Lipiec i sierpień to czas malin! Zapewne wszyscy cenią sobie syrop malinowy dodawany do herbaty zimą, świetny w walce z przeziębieniem. Są to jednak już maliny przetworzone, które straciły część swoich właściwości, dlatego warto po nie sięgać właśnie teraz, gdy trwa na nie sezon, a ich wartość odżywcza jest najwyższa.
100 gramów malin, czyli półtorej garści to jedynie 29 kcal i bogactwo witamin. Warto zwrócić uwagę na zawartość witaminy C. W 100 gramach jest jej 31 mg, a dzienne zapotrzebowanie wynosi około 75 mg. Inną istotną zaletą malin jest zawartość błonnika, która wynosi 7%. Łatwo więc policzyć, że w 300 gramach malin znajduje się 20 gramów błonnika, czyli minimalna ilość jaką powinniśmy zjadać według zaleceń IŻŻ.
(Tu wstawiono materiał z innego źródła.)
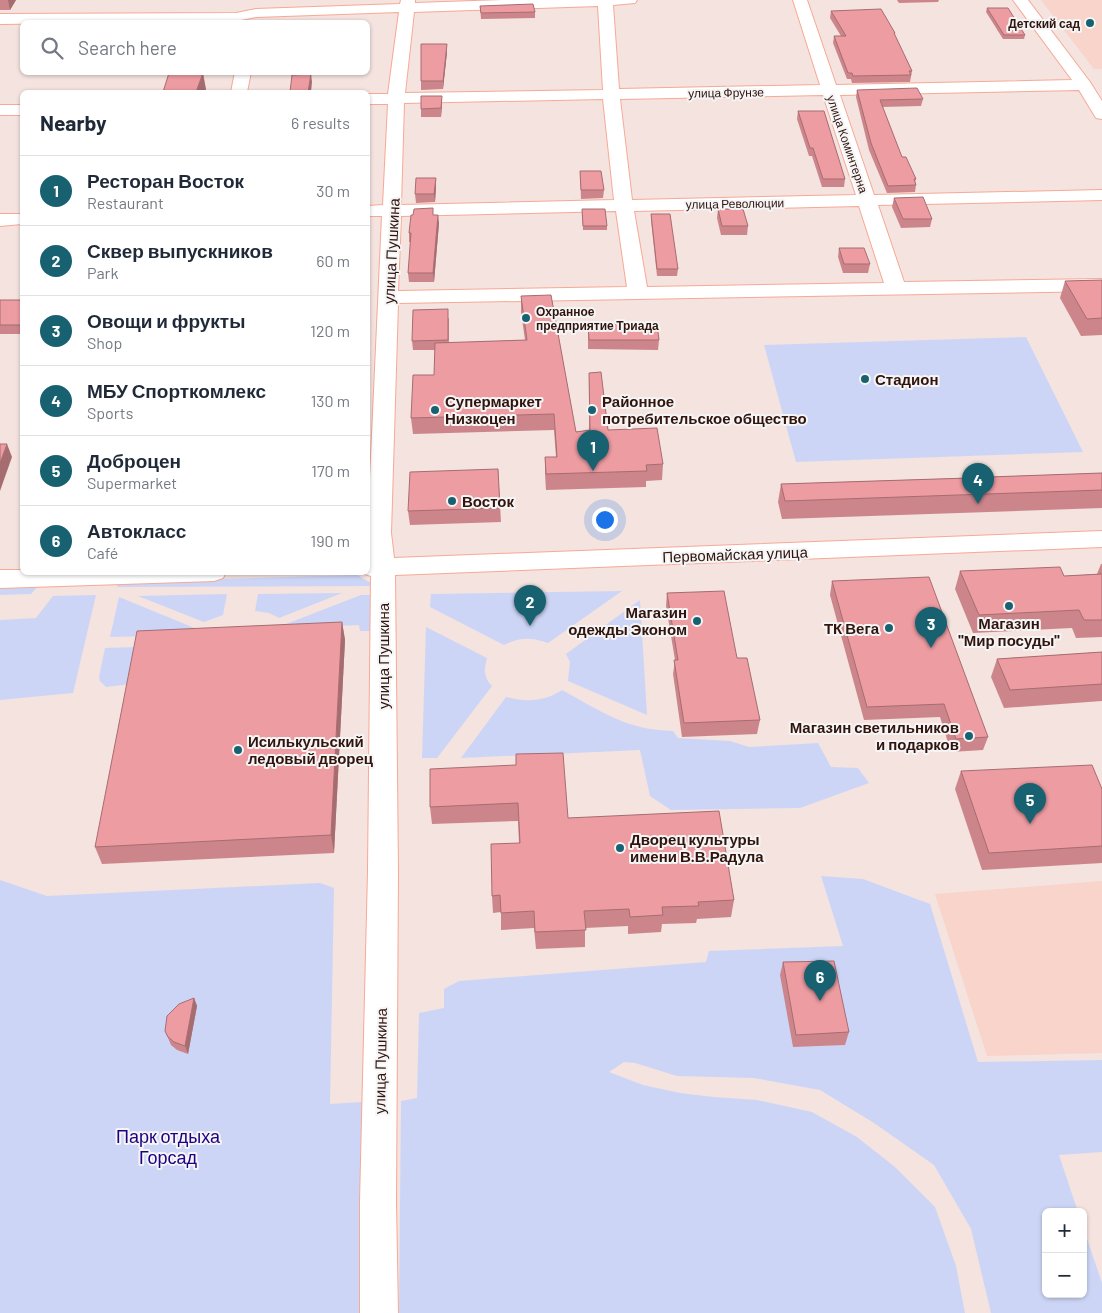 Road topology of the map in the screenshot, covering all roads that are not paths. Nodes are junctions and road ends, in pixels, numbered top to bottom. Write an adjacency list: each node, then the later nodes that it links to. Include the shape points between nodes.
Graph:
1 (605, 0): 2 (street); 5 (street); 12 (street)
2 (630, 0)
3 (800, 0): 11 (street, улица Коминтерна)
4 (1020, 0): 9 (street)
5 (407, 3): 6 (street); 13 (street, улица Пушкина)
6 (256, 12): 7 (street, via 236,17)
7 (0, 18)
8 (242, 75): 10 (street)
9 (1084, 85): 11 (street, улица Фрунзе); 17 (street)
10 (239, 90)
11 (830, 90): 12 (street, улица Фрунзе); 19 (street, улица Коминтерна)
12 (611, 94): 13 (street, улица Фрунзе); 20 (street)
13 (396, 98): 14 (street, улица Фрунзе); 21 (street, улица Пушкина)
14 (370, 99)
15 (0, 110): 16 (street)
16 (20, 110)
17 (1102, 114)
18 (1102, 196): 19 (street, улица Революции)
19 (868, 200): 20 (street, улица Революции); 26 (street, улица Коминтерна)
20 (624, 205): 21 (street, улица Революции); 27 (street)
21 (393, 210): 22 (street, улица Революции); 28 (street, улица Пушкина)
22 (370, 211)
23 (20, 219): 24 (street)
24 (0, 220)
25 (1102, 285): 26 (street)
26 (896, 288): 27 (street)
27 (638, 292): 28 (street)
28 (389, 297): 30 (street, улица Пушкина)
29 (1102, 539): 30 (street, Первомайская улица)
30 (375, 568): 33 (street, улица Пушкина, via 383,871)
31 (99, 575): 32 (street)
32 (0, 579)
33 (379, 1313)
W malinach znajdziemy również pektyny, garbniki, olejki eteryczne a także kwas salicylowy, który odpowiada za napotne i antyseptyczne właściwości malin. Dodatkowo ciemno zabarwione odmiany malin zawierają dużo witaminy P (do 400 mg w 100 g), czyli dobroczynnych flawonoidów.